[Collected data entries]
* * * * *

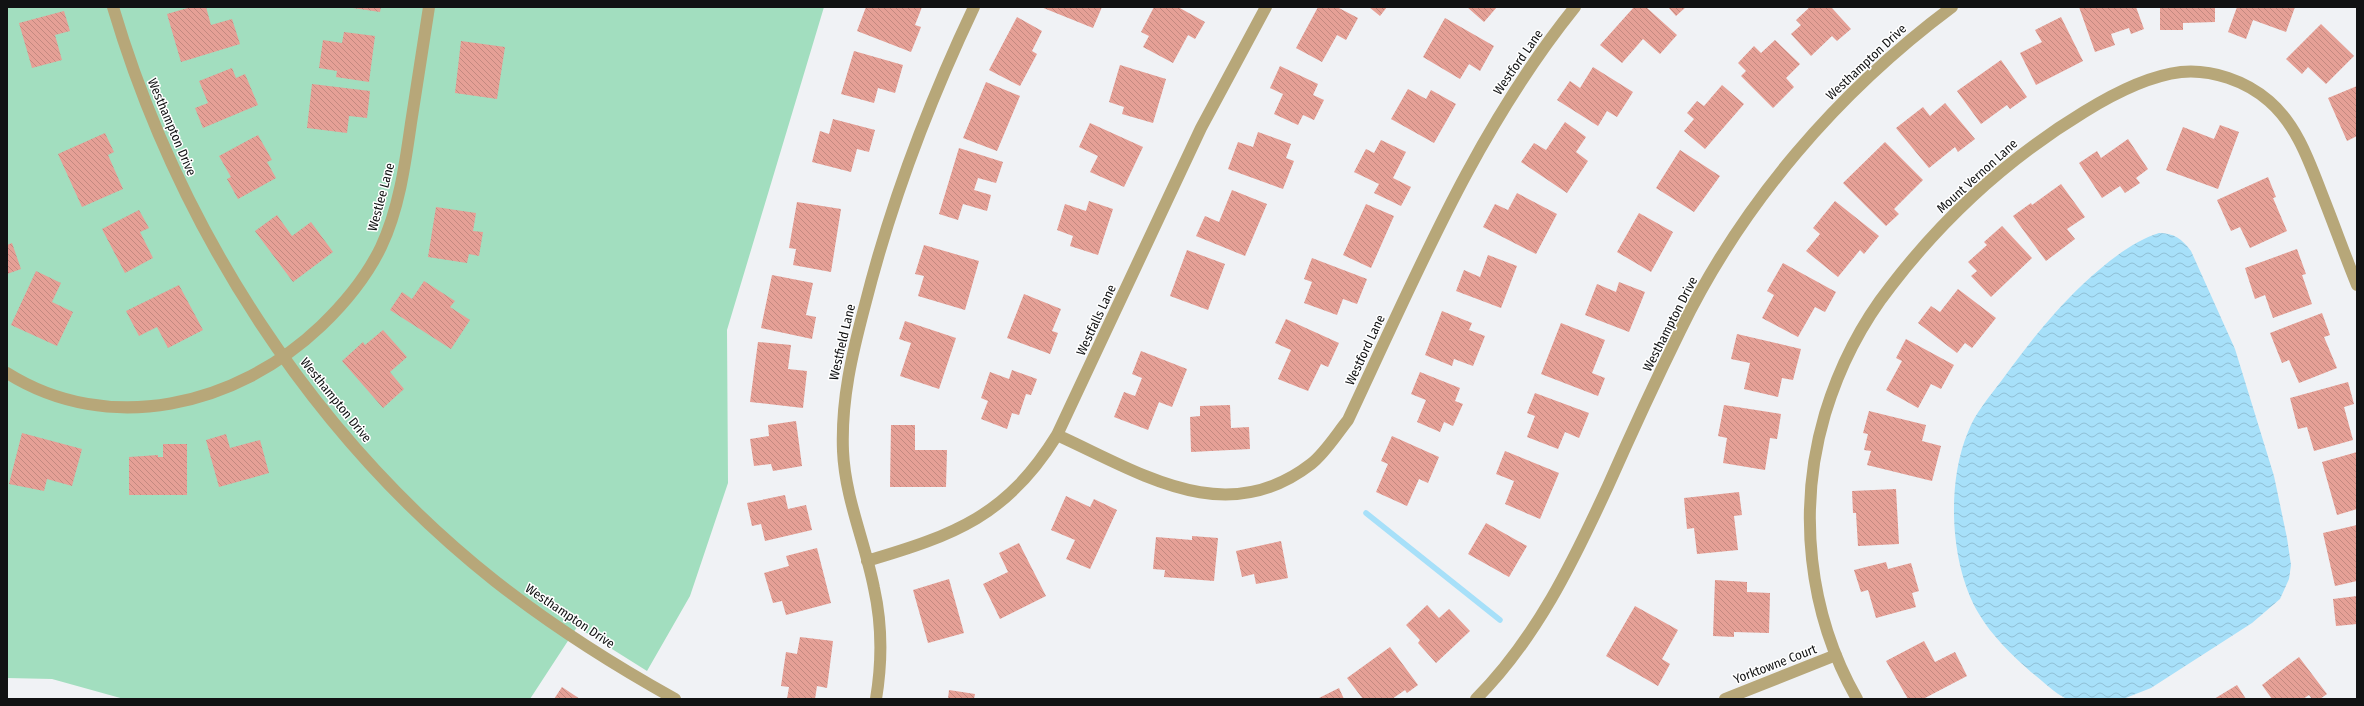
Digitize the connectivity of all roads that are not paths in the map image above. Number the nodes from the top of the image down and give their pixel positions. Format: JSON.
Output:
{"nodes":[{"id":1,"x":113,"y":7,"type":"edge"},
{"id":2,"x":429,"y":7,"type":"edge"},
{"id":3,"x":974,"y":7,"type":"edge"},
{"id":4,"x":1266,"y":7,"type":"edge"},
{"id":5,"x":1575,"y":7,"type":"edge"},
{"id":6,"x":1952,"y":7,"type":"edge"},
{"id":7,"x":2357,"y":285,"type":"edge"},
{"id":8,"x":285,"y":358,"type":"junction"},
{"id":9,"x":7,"y":373,"type":"edge"},
{"id":10,"x":1057,"y":435,"type":"junction"},
{"id":11,"x":867,"y":561,"type":"junction"},
{"id":12,"x":1836,"y":655,"type":"junction"},
{"id":13,"x":674,"y":699,"type":"edge"},
{"id":14,"x":876,"y":699,"type":"edge"},
{"id":15,"x":1476,"y":699,"type":"edge"},
{"id":16,"x":1725,"y":699,"type":"edge"},
{"id":17,"x":1857,"y":699,"type":"edge"}],
"edges":[{"from":1,"to":8,"type":"street","name":"Westhampton Drive"},
{"from":2,"to":8,"type":"street","name":"Westlee Lane"},
{"from":3,"to":11,"type":"street","name":"Westfield Lane"},
{"from":4,"to":10,"type":"street","name":"Westfalls Lane"},
{"from":5,"to":10,"type":"street","name":"Westford Lane"},
{"from":6,"to":15,"type":"street","name":"Westhampton Drive"},
{"from":7,"to":12,"type":"street","name":"Mount Vernon Lane"},
{"from":8,"to":9,"type":"street","name":"Westlee Lane"},
{"from":8,"to":13,"type":"street","name":"Westhampton Drive"},
{"from":10,"to":11,"type":"street","name":"Westfalls Lane"},
{"from":11,"to":14,"type":"street","name":"Westfield Lane"},
{"from":12,"to":16,"type":"street","name":"Yorktowne Court"},
{"from":12,"to":17,"type":"street","name":"Mount Vernon Lane"}]}
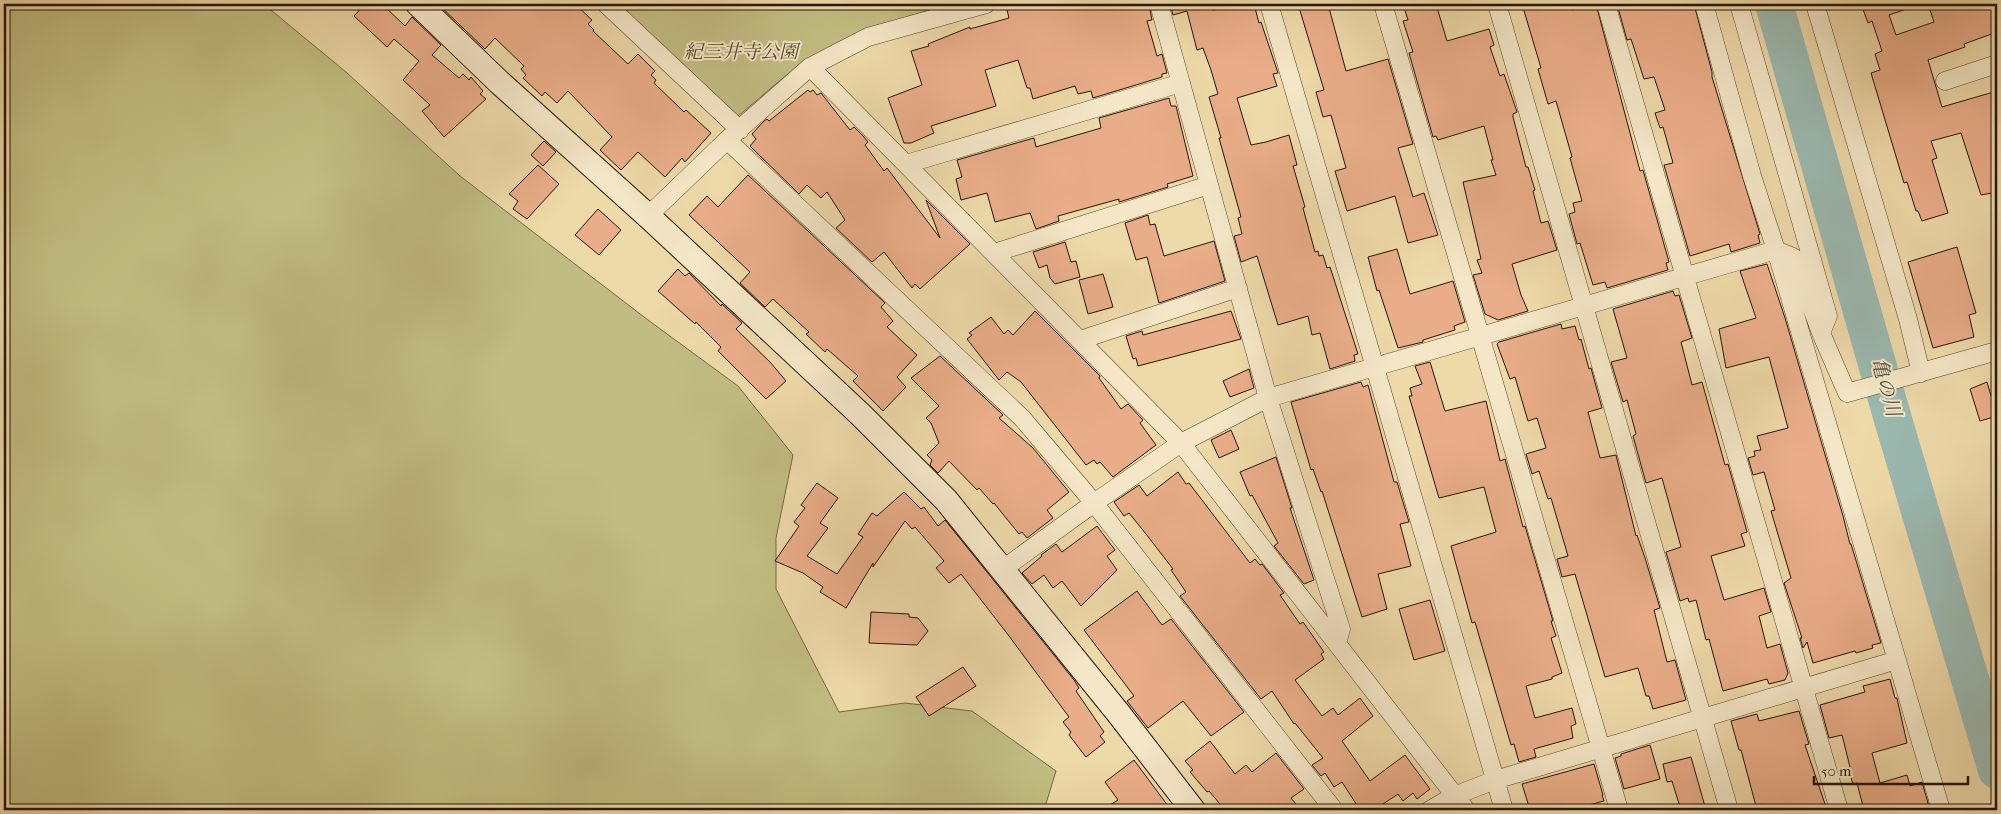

* * * * *

In repeating the lines above, keep the wording exact and leave every picture out.

ANSWER BELOW:
Digitize the connectivity of all roads that are not paths in the map image above. Number the nodes from the top of the image down and give their pixel positions. Format: JSON.
Output:
{"nodes":[{"id":1,"x":113,"y":7,"type":"edge"},
{"id":2,"x":429,"y":7,"type":"edge"},
{"id":3,"x":974,"y":7,"type":"edge"},
{"id":4,"x":1266,"y":7,"type":"edge"},
{"id":5,"x":1575,"y":7,"type":"edge"},
{"id":6,"x":1952,"y":7,"type":"edge"},
{"id":7,"x":2357,"y":285,"type":"edge"},
{"id":8,"x":285,"y":358,"type":"junction"},
{"id":9,"x":7,"y":373,"type":"edge"},
{"id":10,"x":1057,"y":435,"type":"junction"},
{"id":11,"x":867,"y":561,"type":"junction"},
{"id":12,"x":1836,"y":655,"type":"junction"},
{"id":13,"x":674,"y":699,"type":"edge"},
{"id":14,"x":876,"y":699,"type":"edge"},
{"id":15,"x":1476,"y":699,"type":"edge"},
{"id":16,"x":1725,"y":699,"type":"edge"},
{"id":17,"x":1857,"y":699,"type":"edge"}],
"edges":[{"from":1,"to":8,"type":"street","name":"Westhampton Drive"},
{"from":2,"to":8,"type":"street","name":"Westlee Lane"},
{"from":3,"to":11,"type":"street","name":"Westfield Lane"},
{"from":4,"to":10,"type":"street","name":"Westfalls Lane"},
{"from":5,"to":10,"type":"street","name":"Westford Lane"},
{"from":6,"to":15,"type":"street","name":"Westhampton Drive"},
{"from":7,"to":12,"type":"street","name":"Mount Vernon Lane"},
{"from":8,"to":9,"type":"street","name":"Westlee Lane"},
{"from":8,"to":13,"type":"street","name":"Westhampton Drive"},
{"from":10,"to":11,"type":"street","name":"Westfalls Lane"},
{"from":11,"to":14,"type":"street","name":"Westfield Lane"},
{"from":12,"to":16,"type":"street","name":"Yorktowne Court"},
{"from":12,"to":17,"type":"street","name":"Mount Vernon Lane"}]}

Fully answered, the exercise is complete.